小さな下らないものでさえ、自分から願望めいたことを言ったことも無かった。
俺は、居ても困るだけの末娘。しかも父に似てしまって、姉達のように綺麗で愛くるしい小柄な女でなく、骨張った肩は広く、背も高い。吊り目がちの顔は男寄りに中性的で、胸もまあ無いことは無いけど服を着れば分からない。
それでいて、嫁いで幸せそうに暮らす姉達よりも女として裁縫や楽器の才に長けているのは、何とも皮肉なことだ。
嫁ごうにもこんな男めいた娘など誰も娶(めと)るまい。
父も母も俺のことは持て余していた。
いっそ武人に────そんな発想もただの幻想。見た目は父に似ても、俺に武術の才は受け継がれなかったのだと知った時の彼の落胆振りは、今でも記憶に鮮明に残る。
ただでさえ俺の存在自体が厄介なのだ、二人の迷惑にならぬよう、一人部屋の中に閉じこもり、暗鬱(あんうつ)と毎日を過ごした。
男物を着て、男のような口調になったのは、いつの頃だったか。幼い頃だったのは間違いない。
酒の入った父が『お前が、男なりせば……』とぼやいたのを見て、短絡的にそれらしく振る舞うことに決めたのだ。振る舞いは所詮振る舞い。それで父の思うような人間になれる筈もあるないに、幼い俺は周囲に何を言われても頑(がん)として改めようとしなかった。
そんな俺を娶ろうと言う男が現れたのは、衝撃的だった。よしや、天地がひっくり返ったって有り得ないと分かっていたのに。

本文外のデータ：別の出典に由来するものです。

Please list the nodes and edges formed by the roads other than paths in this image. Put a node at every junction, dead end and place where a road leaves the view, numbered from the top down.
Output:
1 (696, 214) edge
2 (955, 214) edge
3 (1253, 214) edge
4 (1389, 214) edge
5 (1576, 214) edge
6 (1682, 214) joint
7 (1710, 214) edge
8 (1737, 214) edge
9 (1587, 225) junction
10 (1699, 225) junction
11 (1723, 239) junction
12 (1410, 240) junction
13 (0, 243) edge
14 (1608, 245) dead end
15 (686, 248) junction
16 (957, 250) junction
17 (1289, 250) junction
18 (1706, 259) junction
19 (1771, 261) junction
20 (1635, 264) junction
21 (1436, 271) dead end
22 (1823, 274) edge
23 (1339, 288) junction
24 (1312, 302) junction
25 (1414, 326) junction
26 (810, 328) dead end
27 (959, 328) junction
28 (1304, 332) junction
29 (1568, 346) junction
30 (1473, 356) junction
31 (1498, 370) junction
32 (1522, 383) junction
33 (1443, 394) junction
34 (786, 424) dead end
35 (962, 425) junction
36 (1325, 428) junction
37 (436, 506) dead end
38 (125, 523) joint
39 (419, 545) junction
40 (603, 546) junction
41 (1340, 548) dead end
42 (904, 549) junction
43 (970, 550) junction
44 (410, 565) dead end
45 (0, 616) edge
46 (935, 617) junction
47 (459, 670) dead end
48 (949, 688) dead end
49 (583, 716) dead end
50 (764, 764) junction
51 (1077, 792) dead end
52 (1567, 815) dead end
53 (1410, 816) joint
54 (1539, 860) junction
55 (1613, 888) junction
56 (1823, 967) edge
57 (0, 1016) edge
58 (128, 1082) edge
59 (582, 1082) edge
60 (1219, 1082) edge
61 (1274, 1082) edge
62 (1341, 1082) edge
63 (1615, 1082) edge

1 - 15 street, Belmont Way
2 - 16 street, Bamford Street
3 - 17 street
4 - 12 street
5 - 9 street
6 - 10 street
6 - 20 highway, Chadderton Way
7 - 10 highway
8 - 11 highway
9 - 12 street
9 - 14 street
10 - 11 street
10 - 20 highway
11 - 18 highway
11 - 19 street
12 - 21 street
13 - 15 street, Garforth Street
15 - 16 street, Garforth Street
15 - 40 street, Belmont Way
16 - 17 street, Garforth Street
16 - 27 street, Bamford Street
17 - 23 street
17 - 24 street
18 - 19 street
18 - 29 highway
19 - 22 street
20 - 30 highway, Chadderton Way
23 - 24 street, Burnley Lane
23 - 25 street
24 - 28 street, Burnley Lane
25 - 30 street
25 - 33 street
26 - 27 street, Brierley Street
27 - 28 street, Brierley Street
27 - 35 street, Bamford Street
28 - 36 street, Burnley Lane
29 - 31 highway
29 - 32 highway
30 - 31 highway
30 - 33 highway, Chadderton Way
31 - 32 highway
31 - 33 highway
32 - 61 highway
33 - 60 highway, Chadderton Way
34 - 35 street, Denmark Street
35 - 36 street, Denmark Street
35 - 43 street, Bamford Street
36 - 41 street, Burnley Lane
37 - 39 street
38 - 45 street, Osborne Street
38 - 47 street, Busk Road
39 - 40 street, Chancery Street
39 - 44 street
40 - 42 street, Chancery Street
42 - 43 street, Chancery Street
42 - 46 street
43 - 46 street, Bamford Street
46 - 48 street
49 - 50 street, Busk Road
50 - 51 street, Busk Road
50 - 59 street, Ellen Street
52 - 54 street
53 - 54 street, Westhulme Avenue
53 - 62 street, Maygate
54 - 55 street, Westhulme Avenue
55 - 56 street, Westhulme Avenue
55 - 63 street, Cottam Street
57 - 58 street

どんな男だろうと面を合わせて、ああそういうことかと理解した。
賈栩と言うその男は、成り行きに任せて俺を娶ることになったのだ。
彼と父の会話を聞いている様は、まるで板に水が流れるよう。賈栩殿は無表情に、実に淡々と喜々とする父の言葉を聞いていた。一応言葉は受け止めているものの、すぐに放り捨てて行くような、至極淡泊な態度だ。俺に対しての挨拶も、薄っぺらく、抑揚に欠ける。
見目は良いから、多分流されたか、縁談を断る口実か何かに利用する為にたまたま俺との縁談を選んだ、そんなところなんだろう。
落胆は無かった。
むしろやっぱりそうだったかと安堵めいた感覚を得た。
賈栩殿に嫁いで数年、彼は俺に触れたことも、俺のと話したことも、あまつさえ俺の部屋に近付いたことも無い。
賈栩殿が劉備軍の捕虜となった今では、完全に存在を忘れ去られているだろう。
劉備軍は戦闘能力の高い十三支の集まりだというのに、情け深い性分であるという。賈栩殿の同僚の方がぼやいているのが、たまたま庭を散歩している際に壁の向こうから聞こえた。
それが本当なら、多分賈栩殿は生かされている。何度か主を変えている彼は、今度は劉備軍の軍師してこれから生きていくのかもしれない。
ならばと、俺は実家からたった一人ついてきてくれた侍女の蔡蓮々と共に屋敷を出た。
旅に出て誰も知らない場所でひっそり暮らすのも、俺らしくて良いかもしれないと考えたのは、賈栩殿に嫁ぐ、ずっと前。
そうすれば、両親も賈栩殿にも迷惑をかけることはあるまい。……縁談が、また賈栩殿に押し寄せてくるかもしれないが、俺を妻としておくよりも、絶対ましだ。
それに、現状を考えれば、俺は曹操軍に殺されるかもしれない。
賈栩殿が劉備軍に与(くみ)すれば、曹操軍にとって俺は裏切り者の妻なのだから。賈栩殿に対する見せしめで処断されるだろう。でも、賈栩殿にさしたる痛手でもないと、分かり切っていることだ。
運動不足の弱い身体では鈍重な旅路になることは簡単に予想がつく。ややもすると曹操軍が何かしら勘ぐって俺を連れ戻しにくるかもしれない。妻である以上は、一応、人質としての価値はあるだろうから。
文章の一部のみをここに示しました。